Musings

The first Music Sunday of the year will be on December 9 and will contemplate immigration and what immigrants have meant to our country. The centerpiece of the worship service will be a presentation of the cantata The Immigrant Experience, by Winchester UU Music Director John Kramer. The Sanctuary Choir and three vocal soloists will sing this work, accompanied by piano, cello, violin and clarinet.

John Kramer writes: ”I was inspired to write this work by the words of George Washington found in the second movement baritone solo. “The Bosom of America is open to receive…” I was motivated to write this work by the anti-immigrant rhetoric that seems to be on the rise. I do believe in the United States as a place of freedom and opportunity for all, and a country that has benefited tremendously from all immigrants.

“While the overall concept is one of welcome and openness to the immigrant, the work speaks to a number of important themes. Movement four, The Immigrant Struggle, speaks to the difficulties incurred by the Irish in their migration during the potato famine and also the Chinese, whose immigration was restricted by the 1892 Chinese exclusion act.
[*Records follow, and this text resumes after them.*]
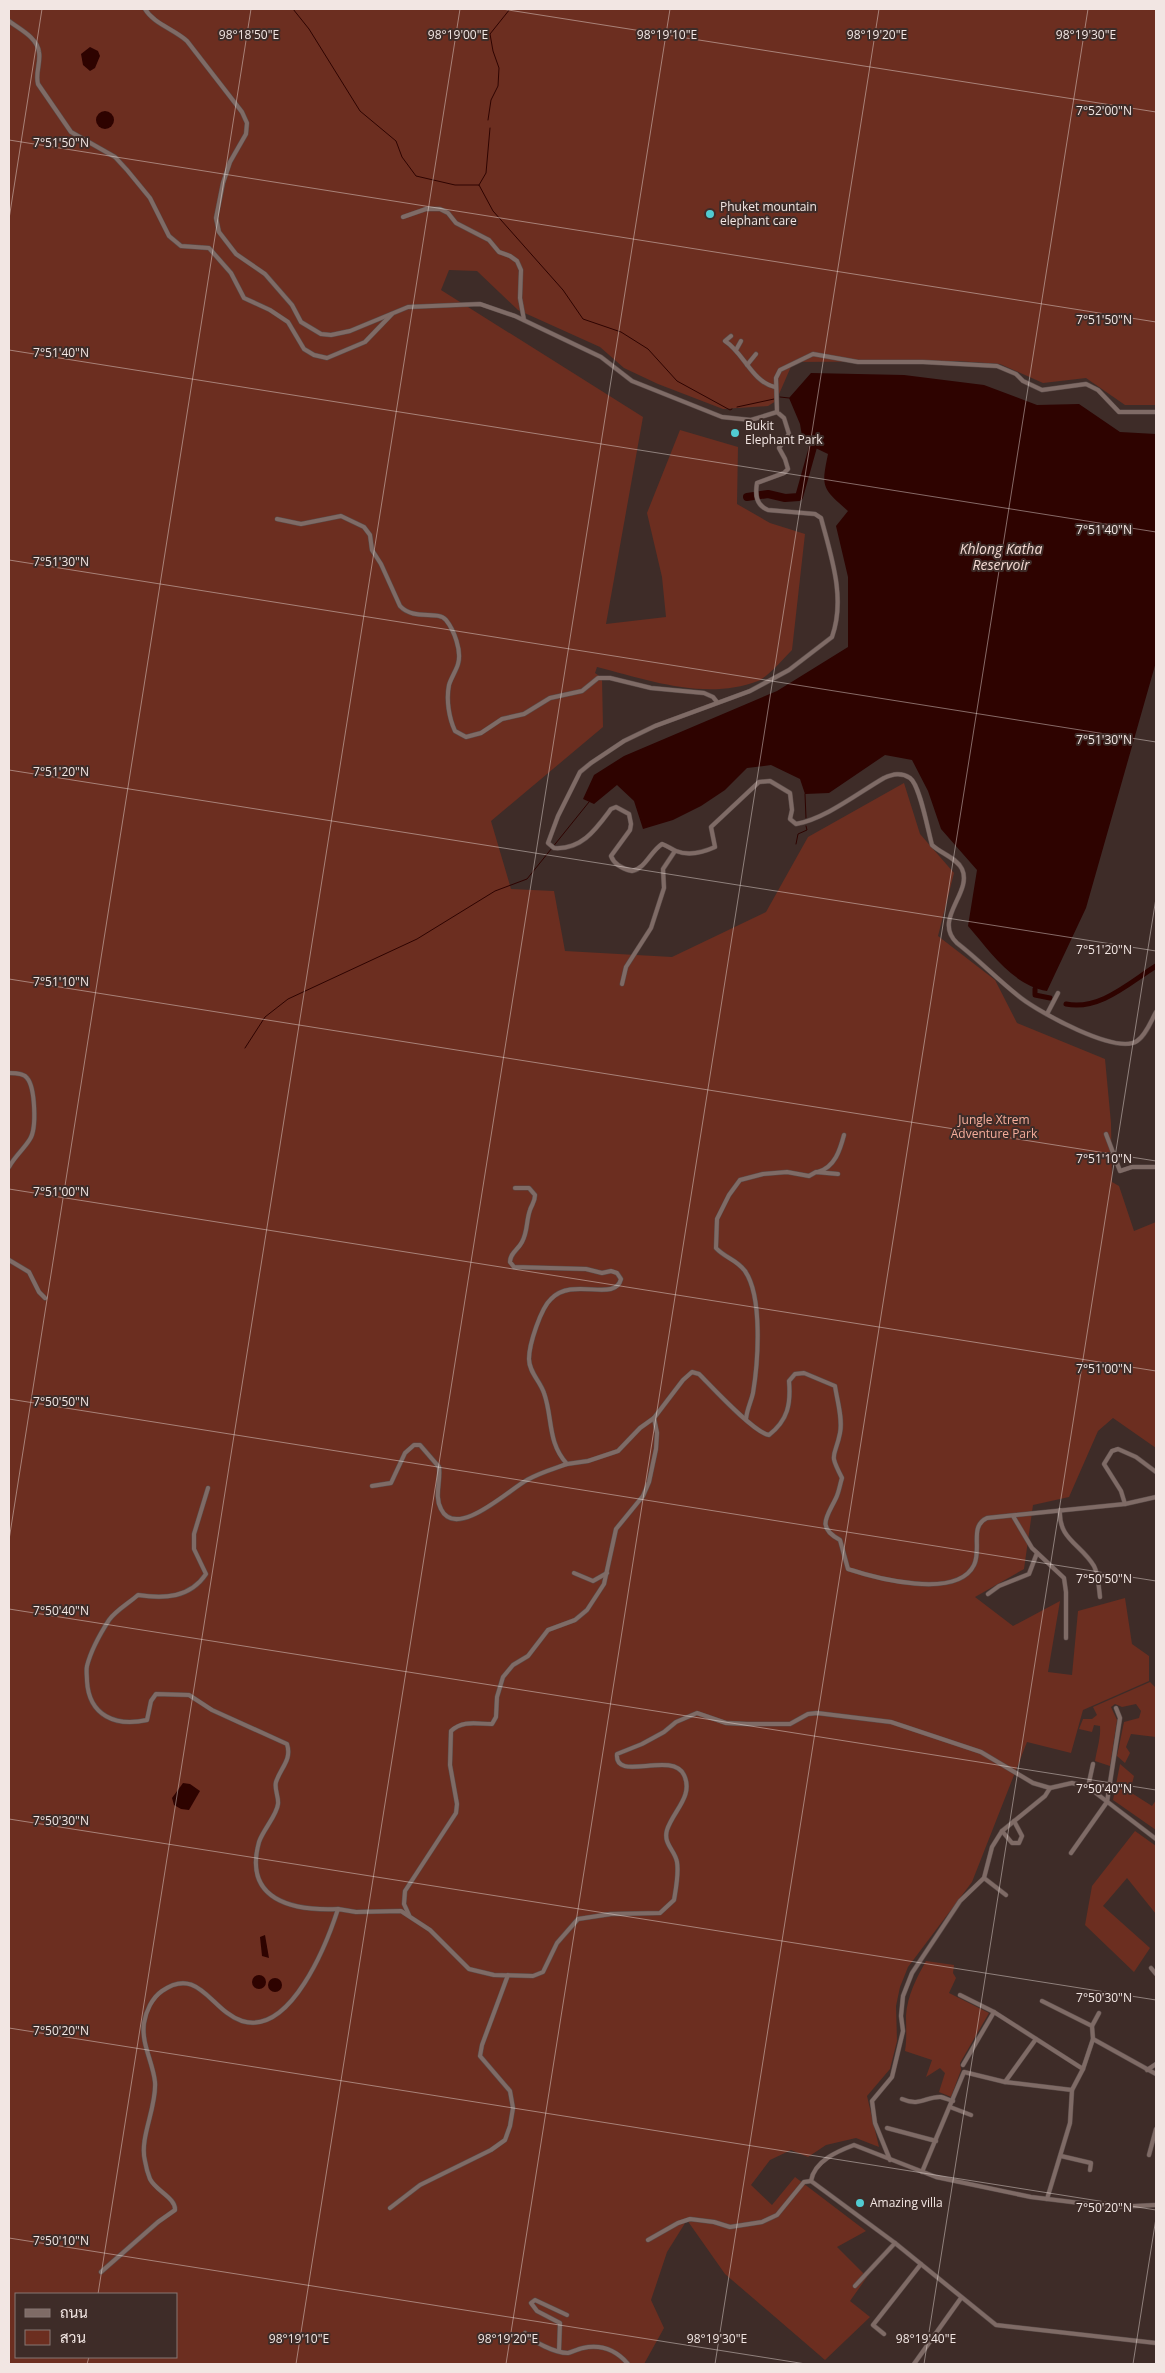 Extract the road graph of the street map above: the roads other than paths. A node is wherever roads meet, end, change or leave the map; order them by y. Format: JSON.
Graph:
{"nodes":[{"id":1,"x":145,"y":9,"type":"edge"},
{"id":2,"x":9,"y":21,"type":"edge"},
{"id":3,"x":403,"y":217,"type":"dead end"},
{"id":4,"x":392,"y":314,"type":"dead end"},
{"id":5,"x":524,"y":320,"type":"junction"},
{"id":6,"x":731,"y":336,"type":"dead end"},
{"id":7,"x":741,"y":341,"type":"dead end"},
{"id":8,"x":736,"y":350,"type":"junction"},
{"id":9,"x":756,"y":354,"type":"dead end"},
{"id":10,"x":747,"y":365,"type":"junction"},
{"id":11,"x":775,"y":388,"type":"junction"},
{"id":12,"x":777,"y":412,"type":"junction"},
{"id":13,"x":1156,"y":412,"type":"edge"},
{"id":14,"x":277,"y":519,"type":"dead end"},
{"id":15,"x":716,"y":702,"type":"junction"},
{"id":16,"x":675,"y":851,"type":"junction"},
{"id":17,"x":622,"y":984,"type":"dead end"},
{"id":18,"x":1058,"y":993,"type":"dead end"},
{"id":19,"x":1156,"y":1012,"type":"edge"},
{"id":20,"x":1047,"y":1014,"type":"junction"},
{"id":21,"x":9,"y":1073,"type":"edge"},
{"id":22,"x":1106,"y":1134,"type":"dead end"},
{"id":23,"x":844,"y":1135,"type":"dead end"},
{"id":24,"x":9,"y":1166,"type":"edge"},
{"id":25,"x":1156,"y":1167,"type":"edge"},
{"id":26,"x":816,"y":1172,"type":"junction"},
{"id":27,"x":838,"y":1174,"type":"dead end"},
{"id":28,"x":516,"y":1188,"type":"dead end"},
{"id":29,"x":9,"y":1260,"type":"edge"},
{"id":30,"x":46,"y":1298,"type":"dead end"},
{"id":31,"x":654,"y":1418,"type":"junction"},
{"id":32,"x":746,"y":1419,"type":"junction"},
{"id":33,"x":566,"y":1464,"type":"junction"},
{"id":34,"x":1156,"y":1472,"type":"edge"},
{"id":35,"x":372,"y":1486,"type":"dead end"},
{"id":36,"x":208,"y":1488,"type":"dead end"},
{"id":37,"x":1156,"y":1497,"type":"edge"},
{"id":38,"x":1125,"y":1504,"type":"junction"},
{"id":39,"x":1060,"y":1510,"type":"junction"},
{"id":40,"x":1013,"y":1516,"type":"junction"},
{"id":41,"x":1038,"y":1553,"type":"junction"},
{"id":42,"x":574,"y":1573,"type":"dead end"},
{"id":43,"x":607,"y":1573,"type":"junction"},
{"id":44,"x":988,"y":1594,"type":"dead end"},
{"id":45,"x":1100,"y":1597,"type":"dead end"},
{"id":46,"x":1066,"y":1638,"type":"dead end"},
{"id":47,"x":1116,"y":1708,"type":"dead end"},
{"id":48,"x":1093,"y":1764,"type":"dead end"},
{"id":49,"x":1088,"y":1787,"type":"junction"},
{"id":50,"x":1050,"y":1788,"type":"junction"},
{"id":51,"x":1107,"y":1802,"type":"junction"},
{"id":52,"x":1014,"y":1821,"type":"junction"},
{"id":53,"x":1002,"y":1831,"type":"junction"},
{"id":54,"x":1156,"y":1838,"type":"edge"},
{"id":55,"x":1071,"y":1853,"type":"dead end"},
{"id":56,"x":984,"y":1878,"type":"junction"},
{"id":57,"x":1006,"y":1895,"type":"dead end"},
{"id":58,"x":338,"y":1909,"type":"junction"},
{"id":59,"x":409,"y":1915,"type":"junction"},
{"id":60,"x":1150,"y":1968,"type":"dead end"},
{"id":61,"x":1156,"y":1974,"type":"edge"},
{"id":62,"x":508,"y":1975,"type":"junction"},
{"id":63,"x":960,"y":1995,"type":"dead end"},
{"id":64,"x":1042,"y":2001,"type":"dead end"},
{"id":65,"x":994,"y":2012,"type":"junction"},
{"id":66,"x":1099,"y":2014,"type":"dead end"},
{"id":67,"x":1092,"y":2026,"type":"junction"},
{"id":68,"x":1036,"y":2039,"type":"junction"},
{"id":69,"x":1093,"y":2039,"type":"junction"},
{"id":70,"x":962,"y":2064,"type":"dead end"},
{"id":71,"x":1156,"y":2064,"type":"edge"},
{"id":72,"x":1083,"y":2069,"type":"junction"},
{"id":73,"x":1147,"y":2070,"type":"junction"},
{"id":74,"x":1156,"y":2074,"type":"edge"},
{"id":75,"x":1005,"y":2082,"type":"junction"},
{"id":76,"x":1072,"y":2090,"type":"junction"},
{"id":77,"x":902,"y":2099,"type":"dead end"},
{"id":78,"x":953,"y":2101,"type":"junction"},
{"id":79,"x":950,"y":2107,"type":"junction"},
{"id":80,"x":971,"y":2115,"type":"dead end"},
{"id":81,"x":887,"y":2128,"type":"dead end"},
{"id":82,"x":1156,"y":2129,"type":"edge"},
{"id":83,"x":936,"y":2142,"type":"junction"},
{"id":84,"x":1154,"y":2145,"type":"edge"},
{"id":85,"x":1149,"y":2155,"type":"dead end"},
{"id":86,"x":1061,"y":2156,"type":"junction"},
{"id":87,"x":890,"y":2160,"type":"junction"},
{"id":88,"x":1090,"y":2170,"type":"dead end"},
{"id":89,"x":922,"y":2172,"type":"junction"},
{"id":90,"x":811,"y":2181,"type":"junction"},
{"id":91,"x":1047,"y":2199,"type":"junction"},
{"id":92,"x":1156,"y":2205,"type":"edge"},
{"id":93,"x":390,"y":2208,"type":"dead end"},
{"id":94,"x":648,"y":2240,"type":"dead end"},
{"id":95,"x":895,"y":2243,"type":"junction"},
{"id":96,"x":921,"y":2264,"type":"junction"},
{"id":97,"x":102,"y":2272,"type":"dead end"},
{"id":98,"x":855,"y":2286,"type":"dead end"},
{"id":99,"x":961,"y":2298,"type":"junction"},
{"id":100,"x":566,"y":2314,"type":"dead end"},
{"id":101,"x":526,"y":2333,"type":"dead end"},
{"id":102,"x":884,"y":2334,"type":"dead end"},
{"id":103,"x":1156,"y":2342,"type":"edge"},
{"id":104,"x":558,"y":2351,"type":"junction"},
{"id":105,"x":628,"y":2364,"type":"edge"},
{"id":106,"x":914,"y":2364,"type":"edge"}],
"edges":[{"from":1,"to":5,"type":"street"},
{"from":2,"to":4,"type":"street"},
{"from":3,"to":5,"type":"street"},
{"from":5,"to":12,"type":"street"},
{"from":6,"to":8,"type":"street"},
{"from":7,"to":8,"type":"street"},
{"from":8,"to":10,"type":"street"},
{"from":9,"to":10,"type":"street"},
{"from":10,"to":11,"type":"street"},
{"from":11,"to":12,"type":"street"},
{"from":11,"to":13,"type":"street"},
{"from":12,"to":15,"type":"street"},
{"from":14,"to":15,"type":"street"},
{"from":15,"to":16,"type":"street"},
{"from":16,"to":17,"type":"street"},
{"from":16,"to":20,"type":"street"},
{"from":18,"to":20,"type":"street"},
{"from":19,"to":20,"type":"street"},
{"from":21,"to":24,"type":"street"},
{"from":22,"to":25,"type":"street"},
{"from":23,"to":26,"type":"street"},
{"from":26,"to":27,"type":"street"},
{"from":26,"to":32,"type":"street"},
{"from":28,"to":33,"type":"street"},
{"from":29,"to":30,"type":"street"},
{"from":31,"to":32,"type":"street"},
{"from":31,"to":33,"type":"street"},
{"from":31,"to":43,"type":"street"},
{"from":32,"to":40,"type":"street"},
{"from":33,"to":35,"type":"street"},
{"from":34,"to":38,"type":"street"},
{"from":36,"to":58,"type":"street"},
{"from":37,"to":38,"type":"street"},
{"from":38,"to":39,"type":"street"},
{"from":39,"to":40,"type":"street"},
{"from":39,"to":45,"type":"street"},
{"from":40,"to":41,"type":"street"},
{"from":41,"to":44,"type":"street"},
{"from":41,"to":46,"type":"street"},
{"from":42,"to":43,"type":"street"},
{"from":43,"to":59,"type":"street"},
{"from":47,"to":51,"type":"street"},
{"from":48,"to":49,"type":"street"},
{"from":49,"to":50,"type":"street"},
{"from":49,"to":51,"type":"street"},
{"from":50,"to":52,"type":"street"},
{"from":50,"to":62,"type":"street"},
{"from":51,"to":54,"type":"street"},
{"from":51,"to":55,"type":"street"},
{"from":52,"to":53,"type":"street"},
{"from":52,"to":53,"type":"street"},
{"from":53,"to":56,"type":"street"},
{"from":56,"to":57,"type":"street"},
{"from":56,"to":87,"type":"street"},
{"from":58,"to":59,"type":"street"},
{"from":58,"to":97,"type":"street"},
{"from":59,"to":62,"type":"street"},
{"from":60,"to":61,"type":"street"},
{"from":62,"to":93,"type":"street"},
{"from":63,"to":65,"type":"street"},
{"from":64,"to":67,"type":"street"},
{"from":65,"to":68,"type":"street"},
{"from":65,"to":70,"type":"street"},
{"from":66,"to":67,"type":"street"},
{"from":67,"to":69,"type":"street"},
{"from":68,"to":72,"type":"street"},
{"from":68,"to":75,"type":"street"},
{"from":69,"to":72,"type":"street"},
{"from":69,"to":73,"type":"street"},
{"from":71,"to":73,"type":"street"},
{"from":72,"to":76,"type":"street"},
{"from":73,"to":74,"type":"street"},
{"from":75,"to":76,"type":"street"},
{"from":75,"to":78,"type":"street"},
{"from":76,"to":86,"type":"street"},
{"from":77,"to":78,"type":"street"},
{"from":78,"to":79,"type":"street"},
{"from":79,"to":80,"type":"street"},
{"from":79,"to":83,"type":"street"},
{"from":81,"to":83,"type":"street"},
{"from":82,"to":84,"type":"street"},
{"from":83,"to":89,"type":"street"},
{"from":84,"to":85,"type":"street"},
{"from":86,"to":88,"type":"street"},
{"from":86,"to":91,"type":"street"},
{"from":87,"to":89,"type":"street"},
{"from":87,"to":90,"type":"street"},
{"from":89,"to":91,"type":"street"},
{"from":90,"to":94,"type":"street"},
{"from":90,"to":95,"type":"street"},
{"from":91,"to":92,"type":"street"},
{"from":95,"to":96,"type":"street"},
{"from":95,"to":98,"type":"street"},
{"from":96,"to":99,"type":"street"},
{"from":96,"to":102,"type":"street"},
{"from":99,"to":103,"type":"street"},
{"from":99,"to":106,"type":"street"},
{"from":100,"to":104,"type":"street"},
{"from":101,"to":104,"type":"street"},
{"from":104,"to":105,"type":"street"}]}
“The story of movement is another central theme to the immigrant experience. All immigrant families travel, some in comfort, and some under duress. Reading many stories of migration from south of our border, especially Honduras and Guatemala inspired me to write the fifth movement Journey from the South. This movement attempts to tell of the heroic efforts many immigrants make to reach this country; it also stands, in a way, for all immigrant journeys.

So many of us in this country are immigrants, but not all; certainly we have to contend with the fact that native populations were displaced make room for the new arrivals. And, not all immigrants came here by their own free will. The sixth movement is a kind of requiem that deals with the over- whelming sadness I feel when deeply contemplating the enormity of this situation. Sometimes, all we can do is, “remember and cry.”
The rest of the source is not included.